Turin, the city of the Alps
The first capital of Italy, is a ‘drawing room city' of elegant porticoes surrounded by green hills and, further afield, by majestic mountains. This is Turin, a city renowned for its history, culture and natural beauties.
Turin was a Roman colony, the first capital of Italy and an industrial city. From its origins to the present time, Turin has had several different incarnations, each of which has left profound traces in its architecture and urban layout. Extending over a surface area of less than 150 square kilometers, crossed by the Po, the longest river in Italy, Turin is characterized by a checkerboard- like grid of streets that makes getting your bearings easy.
One of the city's most distinctive architectural features is its 18km of porticoes – mostly located in the city centre – which house shops and cafes. Its porticoes, originally designed to offer shade in the summer and shelter from the rain, snow, and sometimes the wind in winter, and its elegant squares have given Turin the nickname of a ‘ drawing room' city.

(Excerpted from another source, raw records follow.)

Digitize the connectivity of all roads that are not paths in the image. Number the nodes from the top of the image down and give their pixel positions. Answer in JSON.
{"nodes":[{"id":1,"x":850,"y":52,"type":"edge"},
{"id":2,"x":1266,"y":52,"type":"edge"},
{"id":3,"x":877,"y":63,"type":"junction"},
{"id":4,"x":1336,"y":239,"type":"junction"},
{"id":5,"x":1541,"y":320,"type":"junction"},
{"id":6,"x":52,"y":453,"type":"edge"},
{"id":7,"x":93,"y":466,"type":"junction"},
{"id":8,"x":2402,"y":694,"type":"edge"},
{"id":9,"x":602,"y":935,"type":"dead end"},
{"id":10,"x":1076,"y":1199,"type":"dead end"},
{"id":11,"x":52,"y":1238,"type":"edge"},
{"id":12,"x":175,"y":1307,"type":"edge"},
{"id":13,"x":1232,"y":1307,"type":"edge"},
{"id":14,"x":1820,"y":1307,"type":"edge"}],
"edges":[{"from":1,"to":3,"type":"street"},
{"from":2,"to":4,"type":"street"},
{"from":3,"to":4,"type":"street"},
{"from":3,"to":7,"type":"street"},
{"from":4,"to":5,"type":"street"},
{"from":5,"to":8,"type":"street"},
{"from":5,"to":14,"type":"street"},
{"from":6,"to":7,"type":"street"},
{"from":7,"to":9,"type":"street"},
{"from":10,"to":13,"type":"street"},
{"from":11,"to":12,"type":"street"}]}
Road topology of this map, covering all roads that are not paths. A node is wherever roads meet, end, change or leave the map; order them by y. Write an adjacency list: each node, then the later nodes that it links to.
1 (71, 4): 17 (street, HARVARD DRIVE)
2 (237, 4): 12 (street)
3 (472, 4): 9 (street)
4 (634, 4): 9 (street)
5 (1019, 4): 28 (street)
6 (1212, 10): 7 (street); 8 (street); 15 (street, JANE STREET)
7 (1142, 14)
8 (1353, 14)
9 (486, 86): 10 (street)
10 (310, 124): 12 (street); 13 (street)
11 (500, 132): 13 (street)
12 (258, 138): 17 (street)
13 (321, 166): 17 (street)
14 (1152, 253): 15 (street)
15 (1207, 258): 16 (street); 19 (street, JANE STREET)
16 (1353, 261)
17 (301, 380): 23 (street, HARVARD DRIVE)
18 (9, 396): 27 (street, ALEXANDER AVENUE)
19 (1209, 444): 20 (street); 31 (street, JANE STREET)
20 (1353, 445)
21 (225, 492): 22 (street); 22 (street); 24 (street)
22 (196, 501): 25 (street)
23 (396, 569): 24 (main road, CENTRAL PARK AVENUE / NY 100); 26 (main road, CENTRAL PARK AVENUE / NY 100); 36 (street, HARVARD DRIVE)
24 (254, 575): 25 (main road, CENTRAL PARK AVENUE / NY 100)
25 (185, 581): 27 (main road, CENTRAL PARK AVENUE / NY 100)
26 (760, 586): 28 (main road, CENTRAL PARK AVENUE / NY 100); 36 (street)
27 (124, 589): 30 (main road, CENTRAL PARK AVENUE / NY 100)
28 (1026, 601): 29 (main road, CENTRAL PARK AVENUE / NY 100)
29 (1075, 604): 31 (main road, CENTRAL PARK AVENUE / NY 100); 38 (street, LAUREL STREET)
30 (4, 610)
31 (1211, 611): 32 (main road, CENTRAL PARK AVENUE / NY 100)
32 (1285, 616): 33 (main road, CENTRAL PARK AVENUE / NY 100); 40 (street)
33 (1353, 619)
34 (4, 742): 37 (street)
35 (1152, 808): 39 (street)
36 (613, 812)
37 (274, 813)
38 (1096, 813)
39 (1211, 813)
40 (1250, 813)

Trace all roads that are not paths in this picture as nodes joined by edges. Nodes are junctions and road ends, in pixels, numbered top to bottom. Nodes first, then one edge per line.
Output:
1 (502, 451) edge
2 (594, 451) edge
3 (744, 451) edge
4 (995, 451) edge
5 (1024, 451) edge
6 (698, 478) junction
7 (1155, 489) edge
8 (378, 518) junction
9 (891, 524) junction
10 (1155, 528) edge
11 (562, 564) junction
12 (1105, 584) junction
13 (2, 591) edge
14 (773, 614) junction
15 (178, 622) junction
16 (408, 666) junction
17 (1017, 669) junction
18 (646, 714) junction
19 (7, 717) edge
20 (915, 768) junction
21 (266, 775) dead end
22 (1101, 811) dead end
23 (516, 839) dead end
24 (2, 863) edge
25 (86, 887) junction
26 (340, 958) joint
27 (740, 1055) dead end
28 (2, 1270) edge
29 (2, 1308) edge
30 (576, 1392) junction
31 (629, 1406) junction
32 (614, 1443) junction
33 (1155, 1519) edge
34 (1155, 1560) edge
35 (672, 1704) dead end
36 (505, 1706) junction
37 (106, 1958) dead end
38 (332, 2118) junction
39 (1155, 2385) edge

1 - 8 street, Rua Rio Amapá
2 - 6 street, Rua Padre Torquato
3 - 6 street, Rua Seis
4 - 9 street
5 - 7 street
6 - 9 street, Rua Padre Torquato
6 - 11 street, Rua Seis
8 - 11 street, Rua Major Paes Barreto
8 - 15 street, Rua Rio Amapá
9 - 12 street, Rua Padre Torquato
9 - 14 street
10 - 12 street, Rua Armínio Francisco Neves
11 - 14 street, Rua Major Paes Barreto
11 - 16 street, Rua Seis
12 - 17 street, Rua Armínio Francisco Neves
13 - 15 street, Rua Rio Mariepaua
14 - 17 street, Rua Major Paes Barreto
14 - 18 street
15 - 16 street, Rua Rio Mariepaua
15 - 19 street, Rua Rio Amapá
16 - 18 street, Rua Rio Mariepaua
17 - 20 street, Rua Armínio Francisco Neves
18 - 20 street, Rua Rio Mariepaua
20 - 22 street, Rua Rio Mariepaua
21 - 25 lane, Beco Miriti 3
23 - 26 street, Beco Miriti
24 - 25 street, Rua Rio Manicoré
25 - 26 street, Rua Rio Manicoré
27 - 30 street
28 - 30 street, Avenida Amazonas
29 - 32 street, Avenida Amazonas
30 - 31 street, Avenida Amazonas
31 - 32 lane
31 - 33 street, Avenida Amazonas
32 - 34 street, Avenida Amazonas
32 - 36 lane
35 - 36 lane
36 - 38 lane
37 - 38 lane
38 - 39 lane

With the exception of a few streets in the centre, which are off- limits to traffic (including the Quadrilatero Romano and its shopping streets), the remainder of the city is open to traffic and most landmark attractions are easily accessible by car. However, beware of access regulation ‘ZTL Centrale', which is active Mon- Fri, 7.30am-10.30am and prohibits the circulation of private vehicles and parking in the centre of the city. This restriction does not, however, apply to taxis or chauffer driven hired cars. As an alternative, you can use public transport to get around the city. These include buses, trams and the subway (metropolitana). The ‘metropolitana', a fully automated subway system, extends for 13.2km and only includes one line that connects the commune of Collegno to the Torino Porta Nuova railway station (the city's main railway hub) and the Torino Porta Susa station, before reaching the Lingotto Fiere terminus.
Turin boasts an enviable geographic position. It is surrounded by green hills that stand 715 metres above sea level, and which, in addition to their natural beauty, also offer numerous cultural and historical attractions. They can be reached in just a few minutes by public transport, the Sassi-Superga tram or car. Turin is also an ideal base to reach several of Europe's most renowned ski resorts. It is therefore not surprising that the city is described as the ‘ Capital of the Alps'.